I've attached a plot of the intersection (highlighted in red) between the parabolic cylinder (orange) and the hyperbolic paraboloid (blue).
The arc length can be computed with a line integral, but first we'll need a parameterization for [tex]C[/tex]. This is easy enough to do. First fix any one variable.

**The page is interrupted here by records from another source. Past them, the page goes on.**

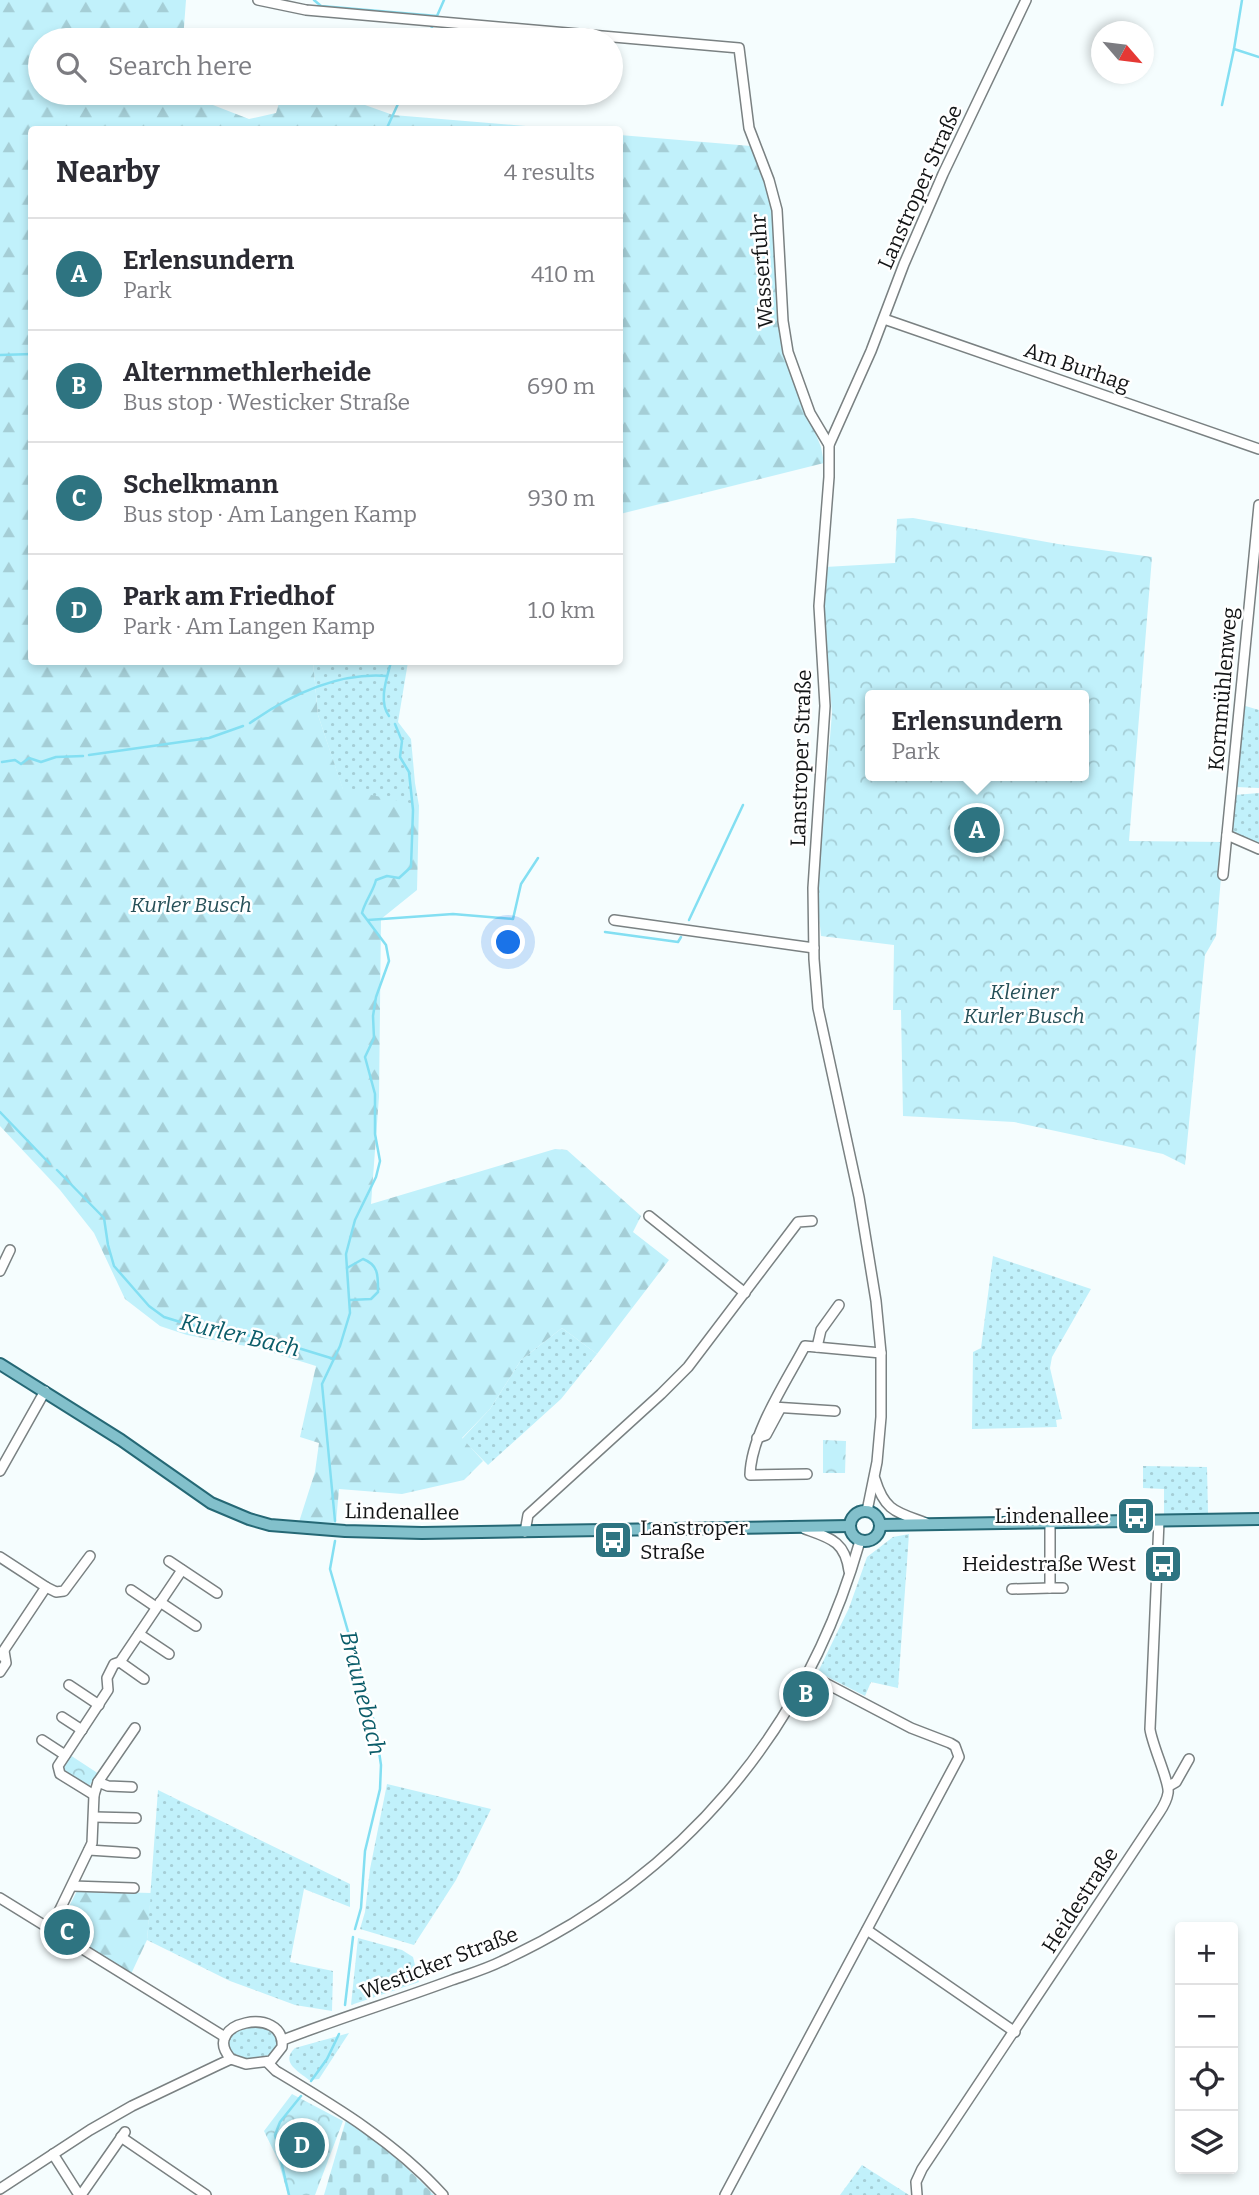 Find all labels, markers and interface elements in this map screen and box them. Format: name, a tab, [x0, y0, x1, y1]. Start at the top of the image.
north arrow	[1091, 21, 1154, 84]
search box	[28, 28, 623, 105]
icon: search	[52, 48, 90, 86]
text: Search here	[108, 51, 252, 82]
street label: Lanstroper Straße	[872, 101, 968, 273]
text: Nearby	[56, 154, 160, 190]
text: 4 results	[504, 158, 595, 186]
street label: Wasserfuhr	[745, 213, 779, 329]
text: Erlensundern	[123, 245, 294, 276]
text: A	[71, 260, 87, 288]
text: 410 m	[531, 260, 595, 288]
text: Park	[123, 276, 172, 304]
street label: Am Burhag	[1021, 337, 1134, 397]
text: Alternmethlerheide	[123, 357, 371, 388]
text: B	[72, 372, 86, 400]
text: 690 m	[527, 372, 595, 400]
text: Bus stop · Westicker Straße	[123, 388, 410, 416]
text: Schelkmann	[123, 469, 278, 500]
text: C	[72, 484, 86, 512]
text: 930 m	[528, 484, 595, 512]
text: Bus stop · Am Langen Kamp	[123, 500, 417, 528]
text: Park am Friedhof	[123, 581, 335, 612]
text: D	[71, 596, 87, 624]
text: 1.0 km	[528, 596, 595, 624]
street label: Kornmühlenweg	[1203, 606, 1243, 772]
text: Park · Am Langen Kamp	[123, 612, 375, 640]
street label: Lanstroper Straße	[785, 669, 817, 847]
popup	[865, 690, 1089, 781]
text: Erlensundern	[891, 706, 1063, 737]
text: Park	[891, 737, 940, 765]
pin: A	[954, 804, 1000, 856]
park label: Kurler Busch	[130, 892, 252, 918]
your location	[491, 925, 525, 959]
park label: Kleiner Kurler Busch	[963, 979, 1085, 1029]
water label: Kurler Bach	[178, 1308, 302, 1362]
bus stop icon: Lindenallee	[1115, 1495, 1157, 1537]
street label: Lindenallee	[344, 1498, 460, 1526]
place label: Lindenallee	[994, 1503, 1109, 1529]
place label: Lanstroper Straße	[640, 1515, 748, 1565]
bus stop icon: Lanstroper Straße	[592, 1519, 634, 1561]
bus stop icon: Heidestraße West	[1142, 1543, 1184, 1585]
place label: Heidestraße West	[962, 1551, 1136, 1577]
water label: Braunebach	[334, 1628, 392, 1758]
pin: B	[783, 1668, 829, 1720]
street label: Heidestraße	[1036, 1842, 1124, 1958]
pin: C	[44, 1906, 90, 1958]
street label: Westicker Straße	[356, 1921, 522, 2005]
map controls	[1175, 1922, 1238, 2174]
button: +	[1175, 1922, 1238, 1985]
button: −	[1175, 1985, 1238, 2048]
button: locate	[1175, 2048, 1238, 2111]
button: layers	[1175, 2111, 1238, 2174]
pin: D	[279, 2119, 325, 2171]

For convenience, choose [tex]x[/tex].
Now, [tex]x^2=2y\implies y=\dfrac{x^2}2[/tex], and [tex]3z=xy\implies z=\dfrac{x^3}6[/tex]. The intersection is thus parameterized by the vector-valued function
[tex]\mathbf r(x)=\left\langle x,\dfrac{x^2}2,\dfrac{x^3}6\right\rangle[/tex]
where [tex]0\le x\le 4[/tex]. The arc length is computed with the integral
[tex]\displaystyle\int_C\mathrm dS=\int_0^4\|\mathbf r'(x)\|\,\mathrm dx=\int_0^4\sqrt{x^2+\dfrac{x^4}4+\dfrac{x^6}{36}}\,\mathrm dx[/tex]
Some rewriting:
[tex]\sqrt{x^2+\dfrac{x^4}4+\dfrac{x^6}{36}}=\sqrt{\dfrac{x^2}{36}}\sqrt{x^4+9x^2+36}=\dfrac x6\sqrt{x^4+9x^2+36}[/tex]
Complete the square to get
[tex]x^4+9x^2+36=\left(x^2+\dfrac92\right)^2+\dfrac{63}4[/tex]
So in the integral, you can substitute [tex]y=x^2+\dfrac92[/tex] to get
[tex]\displaystyle\frac16\int_0^4x\sqrt{\left(x^2+\frac92\right)^2+\frac{63}4}\,\mathrm dx=\frac1{12}\int_{9/2}^{41/2}\sqrt{y^2+\frac{63}4}\,\mathrm dy[/tex]
Next substitute [tex]y=\dfrac{\sqrt{63}}2\tan z[/tex], so that the integral becomes
[tex]\displaystyle\frac1{12}\int_{9/2}^{41/2}\sqrt{y^2+\frac{63}4}\,\mathrm dy=\frac{21}{16}\int_{\arctan(3/\sqrt7)}^{\arctan(41/(3\sqrt7))}\sec^3z\,\mathrm dz[/tex]
This is a fairly standard integral (it even has its own Wiki page, if you're not familiar with the derivation):
[tex]\displaystyle\int\sec^3z\,\mathrm dz=\frac12\sec z\tan z+\frac12\ln|\sec x+\tan x|+C[/tex]
So the arc length is
[tex]\displaystyle\frac{21}{32}\left(\sec z\tan z+\ln|\sec x+\tan x|\right)\bigg|_{z=\arctan(3/\sqrt7)}^{z=\arctan(41/(3\sqrt7))}=\frac{21}{32}\ln\left(\frac{41+4\sqrt{109}}{21}\right)+\frac{41\sqrt{109}}{24}-\frac98[/tex]